DEX usage breaks down into a small number of steps. Everything past step 2 is carried by the platform and the partners assigned to the project.

1. Get access to the sandbox

A new client or partner gets access to the DEX sandbox — a working environment to see the platform and try it against a real or representative problem.

2. Define the problem and the proposed solution

This is the only step that requires a human to think hard and write clearly. In plain English:

  • What problem is the customer trying to solve?
  • What's the proposed approach to solving it?

This becomes the spec.

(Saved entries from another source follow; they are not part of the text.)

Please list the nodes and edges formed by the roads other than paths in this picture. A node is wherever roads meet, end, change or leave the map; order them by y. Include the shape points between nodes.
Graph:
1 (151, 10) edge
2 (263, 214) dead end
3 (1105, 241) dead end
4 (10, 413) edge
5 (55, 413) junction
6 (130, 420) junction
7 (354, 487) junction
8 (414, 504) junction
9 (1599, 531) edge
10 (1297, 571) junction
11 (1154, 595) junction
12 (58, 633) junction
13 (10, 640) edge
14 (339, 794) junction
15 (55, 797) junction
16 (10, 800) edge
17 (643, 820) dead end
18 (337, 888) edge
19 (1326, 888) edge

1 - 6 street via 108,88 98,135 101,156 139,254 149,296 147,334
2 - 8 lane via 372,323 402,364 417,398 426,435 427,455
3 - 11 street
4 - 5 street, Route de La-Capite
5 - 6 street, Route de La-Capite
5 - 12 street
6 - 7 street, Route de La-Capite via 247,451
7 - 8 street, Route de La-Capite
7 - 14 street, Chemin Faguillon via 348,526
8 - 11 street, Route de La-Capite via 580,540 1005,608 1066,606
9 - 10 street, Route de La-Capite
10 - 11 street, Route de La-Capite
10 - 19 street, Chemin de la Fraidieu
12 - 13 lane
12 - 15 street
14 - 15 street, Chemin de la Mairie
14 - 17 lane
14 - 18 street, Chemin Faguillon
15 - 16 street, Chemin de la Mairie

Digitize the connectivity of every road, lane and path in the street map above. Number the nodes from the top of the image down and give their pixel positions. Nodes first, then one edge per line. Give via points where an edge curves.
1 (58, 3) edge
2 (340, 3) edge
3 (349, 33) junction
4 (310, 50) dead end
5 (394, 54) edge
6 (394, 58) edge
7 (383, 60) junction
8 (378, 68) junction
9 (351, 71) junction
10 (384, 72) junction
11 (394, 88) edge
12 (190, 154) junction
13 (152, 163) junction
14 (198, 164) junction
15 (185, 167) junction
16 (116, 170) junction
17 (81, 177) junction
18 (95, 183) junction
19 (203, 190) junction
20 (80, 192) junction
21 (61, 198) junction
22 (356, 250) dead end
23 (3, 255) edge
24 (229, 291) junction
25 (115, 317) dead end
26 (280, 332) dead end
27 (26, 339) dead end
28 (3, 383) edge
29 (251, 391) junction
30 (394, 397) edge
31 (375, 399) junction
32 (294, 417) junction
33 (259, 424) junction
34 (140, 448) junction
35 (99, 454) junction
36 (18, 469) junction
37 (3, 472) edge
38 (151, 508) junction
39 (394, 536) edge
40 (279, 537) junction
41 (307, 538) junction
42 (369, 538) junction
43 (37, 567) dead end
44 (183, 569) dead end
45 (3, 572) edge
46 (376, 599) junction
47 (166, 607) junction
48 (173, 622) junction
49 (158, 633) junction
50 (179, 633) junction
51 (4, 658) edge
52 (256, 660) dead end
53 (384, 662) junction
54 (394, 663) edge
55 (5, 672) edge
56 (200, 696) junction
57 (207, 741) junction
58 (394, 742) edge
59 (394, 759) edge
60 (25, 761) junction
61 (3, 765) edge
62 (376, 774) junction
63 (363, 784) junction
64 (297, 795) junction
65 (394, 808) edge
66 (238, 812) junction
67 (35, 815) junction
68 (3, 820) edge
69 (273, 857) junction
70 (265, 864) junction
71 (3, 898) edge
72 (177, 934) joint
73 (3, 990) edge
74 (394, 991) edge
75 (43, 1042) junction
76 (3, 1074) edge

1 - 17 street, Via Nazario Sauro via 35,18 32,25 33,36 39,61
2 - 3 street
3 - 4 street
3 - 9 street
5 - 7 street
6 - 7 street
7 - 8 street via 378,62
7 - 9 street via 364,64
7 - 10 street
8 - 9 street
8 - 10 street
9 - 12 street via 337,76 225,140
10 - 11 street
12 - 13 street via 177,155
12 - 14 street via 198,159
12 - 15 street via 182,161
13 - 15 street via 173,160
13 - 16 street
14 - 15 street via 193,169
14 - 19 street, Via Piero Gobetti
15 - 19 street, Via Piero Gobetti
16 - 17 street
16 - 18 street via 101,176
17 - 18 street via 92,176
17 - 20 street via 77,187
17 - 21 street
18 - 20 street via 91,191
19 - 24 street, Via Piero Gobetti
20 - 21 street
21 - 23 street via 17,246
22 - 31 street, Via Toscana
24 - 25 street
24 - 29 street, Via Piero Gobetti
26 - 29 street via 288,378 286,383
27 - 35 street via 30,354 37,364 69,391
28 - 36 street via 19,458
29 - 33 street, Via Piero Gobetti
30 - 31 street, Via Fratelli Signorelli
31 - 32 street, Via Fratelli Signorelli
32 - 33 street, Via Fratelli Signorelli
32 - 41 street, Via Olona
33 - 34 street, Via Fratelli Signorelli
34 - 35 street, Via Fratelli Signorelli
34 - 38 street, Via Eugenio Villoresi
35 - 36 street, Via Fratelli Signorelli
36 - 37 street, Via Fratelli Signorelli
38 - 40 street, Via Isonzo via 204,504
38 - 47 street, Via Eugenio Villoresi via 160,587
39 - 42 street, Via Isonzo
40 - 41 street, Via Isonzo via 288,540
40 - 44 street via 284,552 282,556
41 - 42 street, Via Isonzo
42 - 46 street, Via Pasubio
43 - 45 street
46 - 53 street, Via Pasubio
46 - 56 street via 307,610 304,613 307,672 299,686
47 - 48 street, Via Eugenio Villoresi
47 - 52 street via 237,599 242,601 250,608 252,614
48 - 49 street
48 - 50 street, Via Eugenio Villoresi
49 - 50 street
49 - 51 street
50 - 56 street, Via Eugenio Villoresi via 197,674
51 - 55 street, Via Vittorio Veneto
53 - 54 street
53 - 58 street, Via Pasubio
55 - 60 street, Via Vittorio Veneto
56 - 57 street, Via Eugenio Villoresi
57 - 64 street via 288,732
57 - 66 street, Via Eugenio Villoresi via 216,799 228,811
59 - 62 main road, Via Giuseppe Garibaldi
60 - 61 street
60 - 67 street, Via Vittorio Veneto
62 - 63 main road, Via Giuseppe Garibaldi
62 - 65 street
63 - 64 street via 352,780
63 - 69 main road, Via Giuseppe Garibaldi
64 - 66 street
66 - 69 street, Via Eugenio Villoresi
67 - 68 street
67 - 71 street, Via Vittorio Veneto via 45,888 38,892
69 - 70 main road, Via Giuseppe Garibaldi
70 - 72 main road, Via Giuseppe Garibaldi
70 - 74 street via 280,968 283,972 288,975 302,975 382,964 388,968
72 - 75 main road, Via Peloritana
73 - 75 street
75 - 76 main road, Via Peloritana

The clearer the spec, the better the output — there's no separate "translation" step the customer needs to do; if you know the business well enough to describe it, DEX can take it from there.

3. DEX and the assigned partners take it from there

From the spec, DEX (with the relevant partner roles involved) produces:

  • Business and functional requirements (BRD, SRS, FSD)
  • A development plan and task breakdown
  • Working code, built and reviewed
  • QA validation
  • Deployment — dev → staging → production
  • Ongoing monitoring and support

Who's involved at each stage

StagePrimarily driven by
Sandbox access & demoReferral Partner
Problem & solution definition, BRD/SRS/FSDCollaborative Partner
Build, QA, deploymentImplementation Partner

One person or company can fill more than one of these roles on the same project — see Partner Types Overview.

The consistent message

Whenever DEX is described — in documentation, on the website, in a pitch deck, in the first slide of any presentation — it should always answer the same three questions, in this order:

  1. What is DEX — a single agentic platform for the full SDLC.
  2. Why DEX — because agentic delivery is inevitable, and a partner network scales faster than direct sales alone.
  3. How you use DEX — sandbox access, plain-English problem definition, and the rest is delivered by the platform and its partners.